Inicialmente voltado ao trance, foi diversificando seu line up, abraçando outras vertentes de música eletrônica, além de música brasileira e rock alternativo. No já famoso Palco Paralello, já se apresentaram nomes como Caetano Veloso, Os Mutantes, Lenine, Liniker e Djonga.

Sua importância para o cenário de eventos é significativa. O UP inspirou dezenas de outras iniciativas em regiões remotas do país, e consolidou um cenário de “festivais” — mega raves com várias pistas, área de camping e som predominantemente trance — que, sim, podem muito bem ser descritos como universos à parte.

Levando milhares de pessoas para dançar em uma realidade alternativa, este cenário passa longe do apoio financeiro de grandes marcas, e ainda assim é totalmente viável, contando com atrações internacionais, grandes desenhos de palco e contratando centenas de pessoas por edição para trabalhar em suas estruturas.

Quem não é do universo do trance sequer fica sabendo da existência dessa rede de eventos. E tudo isso, em boa parte, existe graças ao Universo Paralello.

A edição da festa em Israel fazia parte de um projeto de internacionalização da Universo Paralello, algo também inédito entre festivais brasileiros, mas comuns a outras marcas gringas, como as holandesas Dekmantel e DGTL, e a belga Tomorrowland. Petrillo licenciou o uso do nome e o conceito do evento para organizadores israelenses (formato bastante comum neste cenário), como já havia feito em diversos outros países, e estava preparando uma turnê mundial do festival. Os planos foram adiados e as postagens nas redes da UP relacionadas a isso, apagados.

A próxima edição brasileira, no entanto, segue anunciada e com venda de ingressos aberta. Acontecerá entre os dias 27 de dezembro a 3 de janeiro, em Pratigi. Juarez Petrillo, que estava na edição de Israel, ainda não conseguiu voltar ao Brasil e, segundo informações de Alok, está protegido em um bunker.

O comportamento hedonista sempre fez parte do universo da dance music. Um espaço onde as pessoas se sentiam livres dos conceitos e julgamentos sociais, e usavam esta liberdade para “limpar a mente”, e a partir do espaço criado, construir novas camadas de discernimento.

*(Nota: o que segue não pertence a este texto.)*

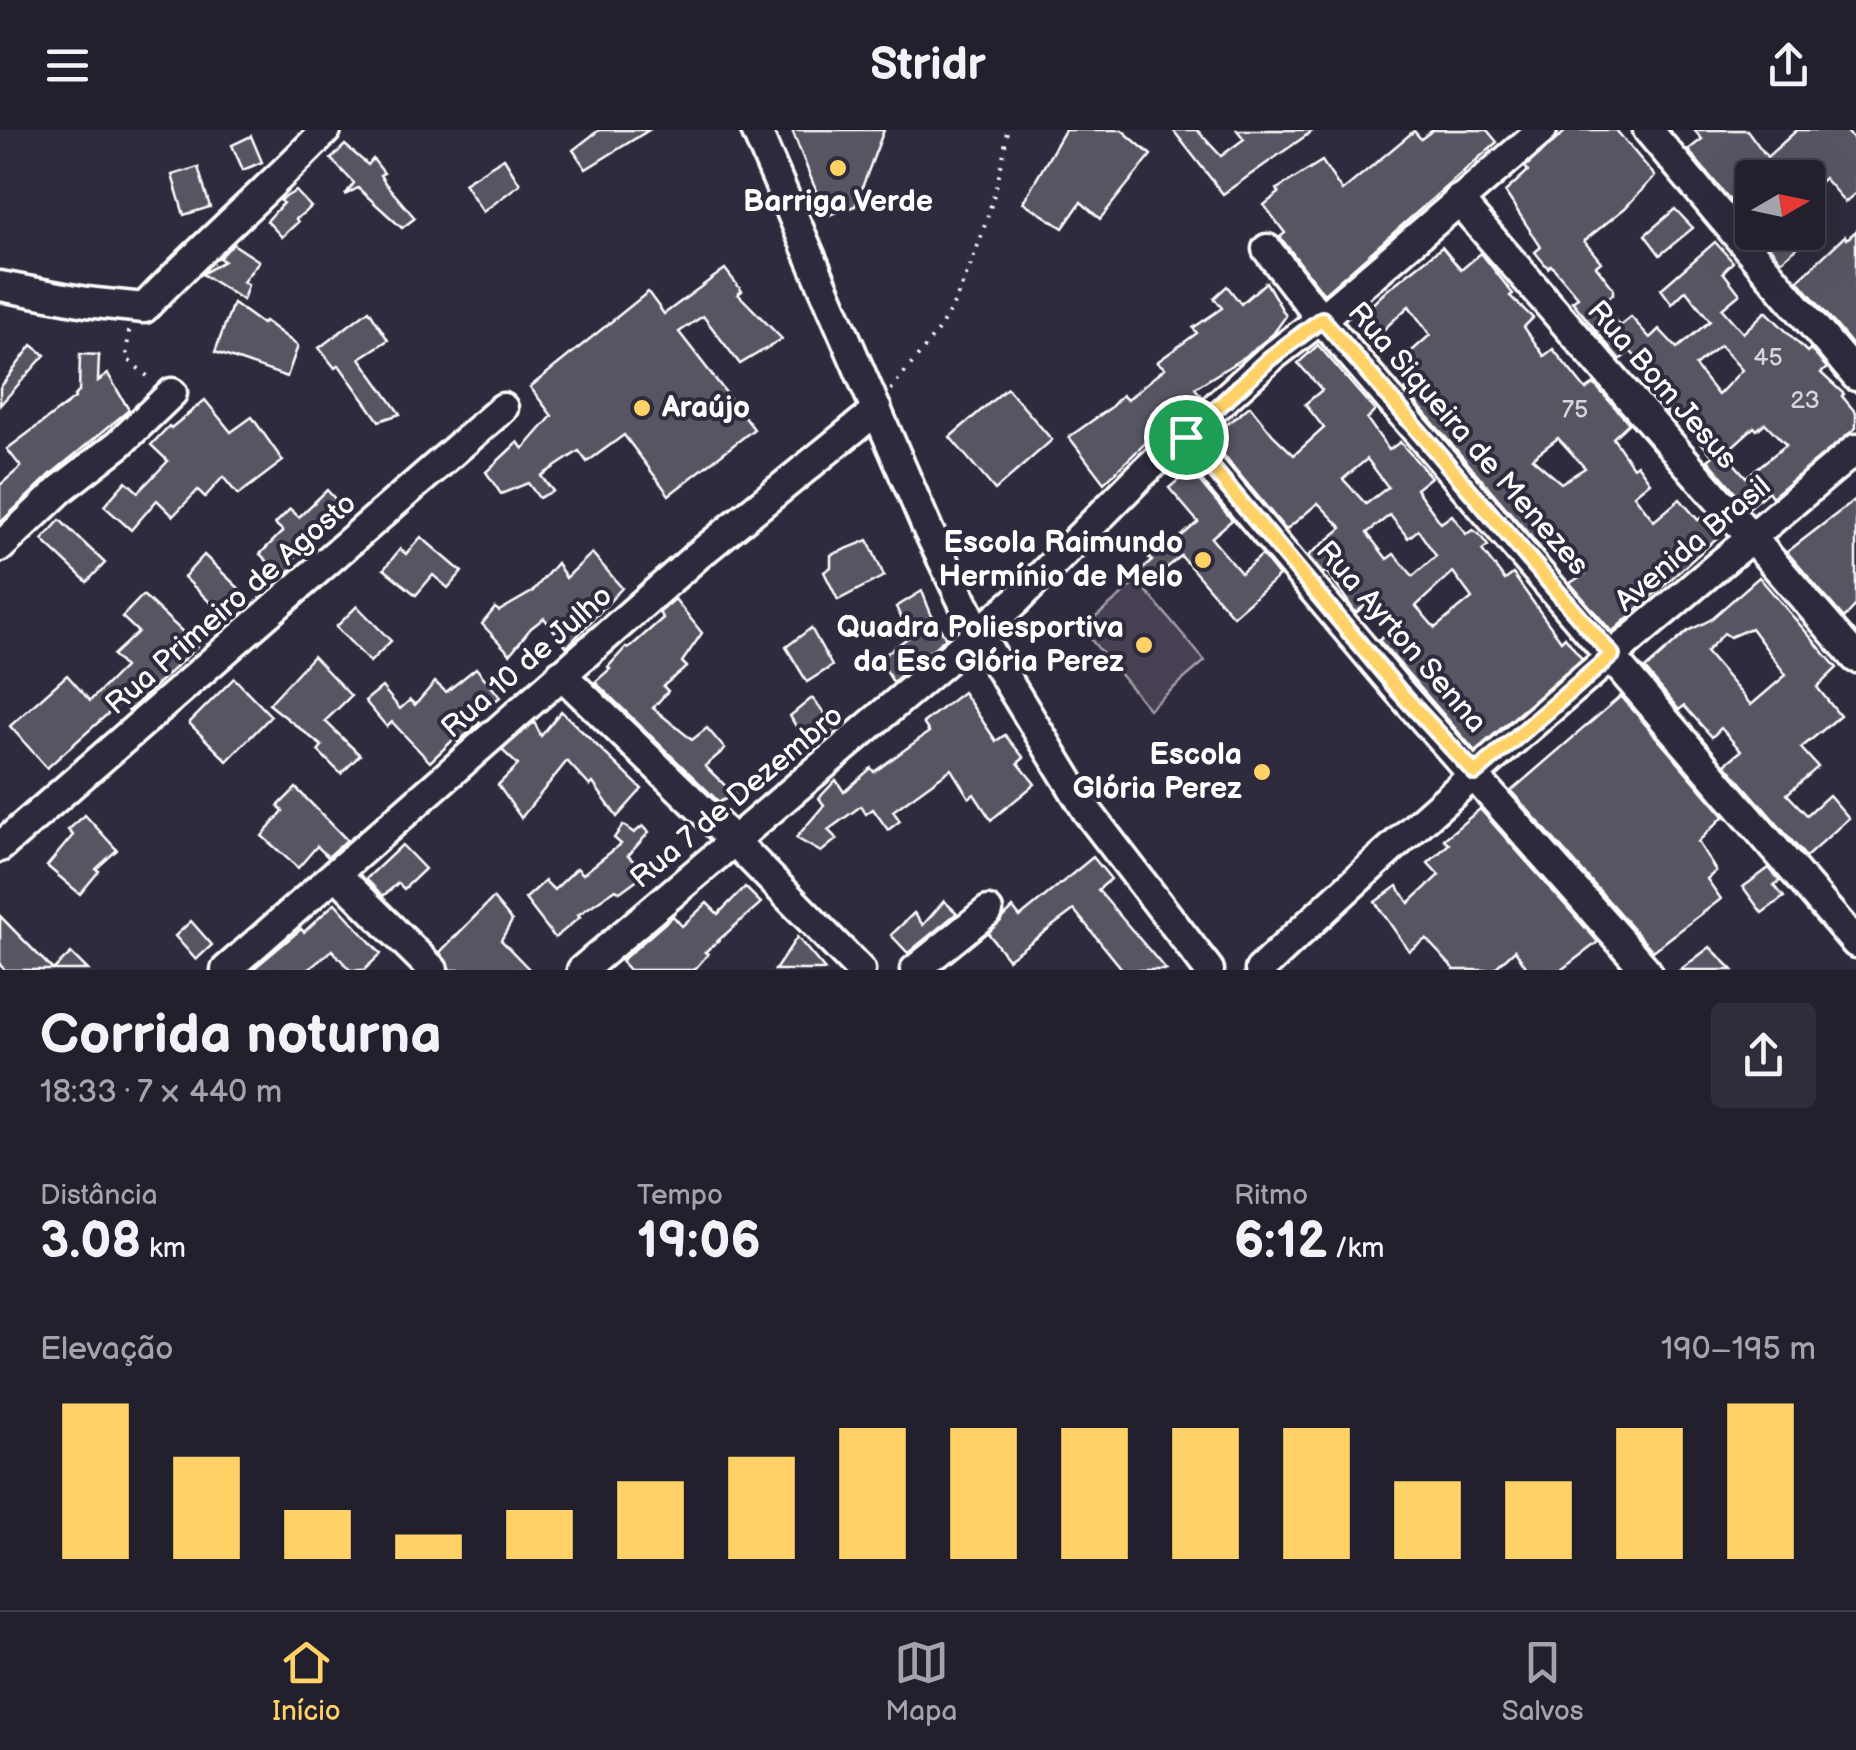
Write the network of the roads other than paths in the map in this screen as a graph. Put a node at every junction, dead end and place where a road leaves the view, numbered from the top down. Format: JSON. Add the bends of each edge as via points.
{"nodes":[{"id":1,"x":326,"y":130,"type":"edge"},
{"id":2,"x":756,"y":130,"type":"edge"},
{"id":3,"x":1542,"y":130,"type":"edge"},
{"id":4,"x":1648,"y":130,"type":"edge"},
{"id":5,"x":1458,"y":200,"type":"junction"},
{"id":6,"x":1267,"y":249,"type":"dead end"},
{"id":7,"x":0,"y":286,"type":"edge"},
{"id":8,"x":1322,"y":319,"type":"junction"},
{"id":9,"x":1856,"y":376,"type":"edge"},
{"id":10,"x":172,"y":394,"type":"road end"},
{"id":11,"x":504,"y":408,"type":"dead end"},
{"id":12,"x":876,"y":410,"type":"junction"},
{"id":13,"x":1186,"y":437,"type":"junction"},
{"id":14,"x":1856,"y":450,"type":"edge"},
{"id":15,"x":1752,"y":537,"type":"junction"},
{"id":16,"x":0,"y":547,"type":"edge"},
{"id":17,"x":978,"y":633,"type":"junction"},
{"id":18,"x":1612,"y":655,"type":"junction"},
{"id":19,"x":1856,"y":658,"type":"edge"},
{"id":20,"x":560,"y":674,"type":"junction"},
{"id":21,"x":1475,"y":773,"type":"junction"},
{"id":22,"x":734,"y":841,"type":"junction"},
{"id":23,"x":0,"y":847,"type":"edge"},
{"id":24,"x":337,"y":875,"type":"junction"},
{"id":25,"x":988,"y":911,"type":"dead end"},
{"id":26,"x":1856,"y":943,"type":"edge"},
{"id":27,"x":226,"y":970,"type":"edge"},
{"id":28,"x":433,"y":970,"type":"edge"},
{"id":29,"x":582,"y":970,"type":"edge"},
{"id":30,"x":860,"y":970,"type":"edge"},
{"id":31,"x":915,"y":970,"type":"edge"},
{"id":32,"x":1209,"y":970,"type":"edge"},
{"id":33,"x":1260,"y":970,"type":"edge"},
{"id":34,"x":1646,"y":970,"type":"edge"}],
"edges":[{"from":1,"to":7,"type":"street","via":[[144,308]]},
{"from":2,"to":12,"type":"street"},
{"from":3,"to":5,"type":"street","name":"Rua 7 de Dezembro"},
{"from":4,"to":9,"type":"street"},
{"from":5,"to":8,"type":"street","name":"Rua 7 de Dezembro"},
{"from":5,"to":15,"type":"street","name":"Rua Bom Jesus"},
{"from":6,"to":8,"type":"street","name":"Rua Siqueira de Menezes"},
{"from":8,"to":13,"type":"street","name":"Rua 7 de Dezembro"},
{"from":8,"to":18,"type":"street","name":"Rua Siqueira de Menezes"},
{"from":10,"to":16,"type":"street"},
{"from":11,"to":23,"type":"street","name":"Rua Primeiro de Agosto"},
{"from":12,"to":17,"type":"street"},
{"from":12,"to":20,"type":"street","name":"Rua 10 de Julho"},
{"from":13,"to":17,"type":"street","name":"Rua 7 de Dezembro"},
{"from":13,"to":21,"type":"street","name":"Rua Ayrton Senna"},
{"from":14,"to":15,"type":"street","name":"Avenida Brasil"},
{"from":15,"to":18,"type":"street","name":"Avenida Brasil"},
{"from":15,"to":19,"type":"street","name":"Rua Bom Jesus"},
{"from":17,"to":22,"type":"street","name":"Rua 7 de Dezembro"},
{"from":17,"to":32,"type":"street","via":[[1088,811]]},
{"from":18,"to":21,"type":"street","name":"Avenida Brasil"},
{"from":18,"to":26,"type":"street","name":"Rua Siqueira de Menezes"},
{"from":20,"to":22,"type":"street"},
{"from":20,"to":24,"type":"street","name":"Rua 10 de Julho"},
{"from":21,"to":33,"type":"street","name":"Avenida Brasil"},
{"from":21,"to":34,"type":"street","name":"Rua Ayrton Senna"},
{"from":22,"to":29,"type":"street","name":"Rua 7 de Dezembro"},
{"from":22,"to":30,"type":"street"},
{"from":24,"to":27,"type":"street","name":"Rua 10 de Julho"},
{"from":24,"to":28,"type":"street"},
{"from":25,"to":31,"type":"street"}]}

No ano em que o planeta tem deixado claro que está de saco cheio da raça humana, a escalada de conflitos e a destruição causada pela guerra invadiu, de forma trágica, estes “espaços sagrados”, gravando na mente de todos a mensagem de que, talvez, não exista mais tempo para nos refugiarmos em universos paralelos.

 

Jota Wagner

Jota Wagner escreve, discoteca e faz festas no Brasil e Europa desde o começo da década de 90. Atualmente é repórter especial de cultura no Music Non Stop e produtor cultural na Agência 55. Contribuiu, usando os ouvidos, os pés ou as mãos, com a aurora da música eletrônica brasileira.